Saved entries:
━━━━━━

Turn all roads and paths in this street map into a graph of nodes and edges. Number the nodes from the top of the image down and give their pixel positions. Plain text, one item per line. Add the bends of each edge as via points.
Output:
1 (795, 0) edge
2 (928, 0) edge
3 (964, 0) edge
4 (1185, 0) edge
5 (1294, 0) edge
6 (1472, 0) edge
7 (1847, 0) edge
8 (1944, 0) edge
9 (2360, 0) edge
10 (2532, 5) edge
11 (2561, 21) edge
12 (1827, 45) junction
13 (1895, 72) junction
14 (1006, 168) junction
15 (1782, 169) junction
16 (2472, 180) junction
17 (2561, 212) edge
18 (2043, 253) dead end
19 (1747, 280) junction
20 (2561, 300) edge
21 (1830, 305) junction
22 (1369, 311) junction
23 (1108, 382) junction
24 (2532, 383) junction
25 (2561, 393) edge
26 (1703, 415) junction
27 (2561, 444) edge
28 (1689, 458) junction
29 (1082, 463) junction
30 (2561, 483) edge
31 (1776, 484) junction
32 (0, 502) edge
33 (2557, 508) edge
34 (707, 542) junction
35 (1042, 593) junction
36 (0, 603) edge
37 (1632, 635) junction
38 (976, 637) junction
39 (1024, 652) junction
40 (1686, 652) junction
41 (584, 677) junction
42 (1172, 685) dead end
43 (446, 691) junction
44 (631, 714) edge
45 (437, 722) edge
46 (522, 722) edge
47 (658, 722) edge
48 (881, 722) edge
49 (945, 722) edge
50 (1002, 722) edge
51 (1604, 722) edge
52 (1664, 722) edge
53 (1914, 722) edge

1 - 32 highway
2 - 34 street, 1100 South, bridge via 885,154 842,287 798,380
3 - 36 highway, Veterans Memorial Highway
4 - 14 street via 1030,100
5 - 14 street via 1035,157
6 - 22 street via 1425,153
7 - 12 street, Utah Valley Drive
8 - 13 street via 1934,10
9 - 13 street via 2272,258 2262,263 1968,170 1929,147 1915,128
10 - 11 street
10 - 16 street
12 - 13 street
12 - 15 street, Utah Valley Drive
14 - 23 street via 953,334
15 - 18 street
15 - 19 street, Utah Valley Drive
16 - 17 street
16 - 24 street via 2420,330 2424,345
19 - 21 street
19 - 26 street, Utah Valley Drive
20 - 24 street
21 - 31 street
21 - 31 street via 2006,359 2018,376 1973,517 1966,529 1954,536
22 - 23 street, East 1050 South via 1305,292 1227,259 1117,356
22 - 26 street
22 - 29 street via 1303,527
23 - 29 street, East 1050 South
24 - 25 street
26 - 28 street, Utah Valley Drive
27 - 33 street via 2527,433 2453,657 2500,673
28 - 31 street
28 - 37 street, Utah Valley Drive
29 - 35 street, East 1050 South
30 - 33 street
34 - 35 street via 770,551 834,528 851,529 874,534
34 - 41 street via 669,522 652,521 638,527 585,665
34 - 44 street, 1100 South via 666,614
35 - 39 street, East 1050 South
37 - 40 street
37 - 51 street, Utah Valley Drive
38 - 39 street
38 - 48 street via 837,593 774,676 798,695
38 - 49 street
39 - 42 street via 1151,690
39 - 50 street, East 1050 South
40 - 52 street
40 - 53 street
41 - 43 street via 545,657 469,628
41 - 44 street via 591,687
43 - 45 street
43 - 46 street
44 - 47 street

━━━━━━

WHAT YOU HAVE TO DO –
Word for word, copy out the data.

ANSWER SPACE –
Turn all roads and paths in this street map into a graph of nodes and edges. Number the nodes from the top of the image down and give their pixel positions. Plain text, one item per line. Add the bends of each edge as via points.
Output:
1 (795, 0) edge
2 (928, 0) edge
3 (964, 0) edge
4 (1185, 0) edge
5 (1294, 0) edge
6 (1472, 0) edge
7 (1847, 0) edge
8 (1944, 0) edge
9 (2360, 0) edge
10 (2532, 5) edge
11 (2561, 21) edge
12 (1827, 45) junction
13 (1895, 72) junction
14 (1006, 168) junction
15 (1782, 169) junction
16 (2472, 180) junction
17 (2561, 212) edge
18 (2043, 253) dead end
19 (1747, 280) junction
20 (2561, 300) edge
21 (1830, 305) junction
22 (1369, 311) junction
23 (1108, 382) junction
24 (2532, 383) junction
25 (2561, 393) edge
26 (1703, 415) junction
27 (2561, 444) edge
28 (1689, 458) junction
29 (1082, 463) junction
30 (2561, 483) edge
31 (1776, 484) junction
32 (0, 502) edge
33 (2557, 508) edge
34 (707, 542) junction
35 (1042, 593) junction
36 (0, 603) edge
37 (1632, 635) junction
38 (976, 637) junction
39 (1024, 652) junction
40 (1686, 652) junction
41 (584, 677) junction
42 (1172, 685) dead end
43 (446, 691) junction
44 (631, 714) edge
45 (437, 722) edge
46 (522, 722) edge
47 (658, 722) edge
48 (881, 722) edge
49 (945, 722) edge
50 (1002, 722) edge
51 (1604, 722) edge
52 (1664, 722) edge
53 (1914, 722) edge

1 - 32 highway
2 - 34 street, 1100 South, bridge via 885,154 842,287 798,380
3 - 36 highway, Veterans Memorial Highway
4 - 14 street via 1030,100
5 - 14 street via 1035,157
6 - 22 street via 1425,153
7 - 12 street, Utah Valley Drive
8 - 13 street via 1934,10
9 - 13 street via 2272,258 2262,263 1968,170 1929,147 1915,128
10 - 11 street
10 - 16 street
12 - 13 street
12 - 15 street, Utah Valley Drive
14 - 23 street via 953,334
15 - 18 street
15 - 19 street, Utah Valley Drive
16 - 17 street
16 - 24 street via 2420,330 2424,345
19 - 21 street
19 - 26 street, Utah Valley Drive
20 - 24 street
21 - 31 street
21 - 31 street via 2006,359 2018,376 1973,517 1966,529 1954,536
22 - 23 street, East 1050 South via 1305,292 1227,259 1117,356
22 - 26 street
22 - 29 street via 1303,527
23 - 29 street, East 1050 South
24 - 25 street
26 - 28 street, Utah Valley Drive
27 - 33 street via 2527,433 2453,657 2500,673
28 - 31 street
28 - 37 street, Utah Valley Drive
29 - 35 street, East 1050 South
30 - 33 street
34 - 35 street via 770,551 834,528 851,529 874,534
34 - 41 street via 669,522 652,521 638,527 585,665
34 - 44 street, 1100 South via 666,614
35 - 39 street, East 1050 South
37 - 40 street
37 - 51 street, Utah Valley Drive
38 - 39 street
38 - 48 street via 837,593 774,676 798,695
38 - 49 street
39 - 42 street via 1151,690
39 - 50 street, East 1050 South
40 - 52 street
40 - 53 street
41 - 43 street via 545,657 469,628
41 - 44 street via 591,687
43 - 45 street
43 - 46 street
44 - 47 street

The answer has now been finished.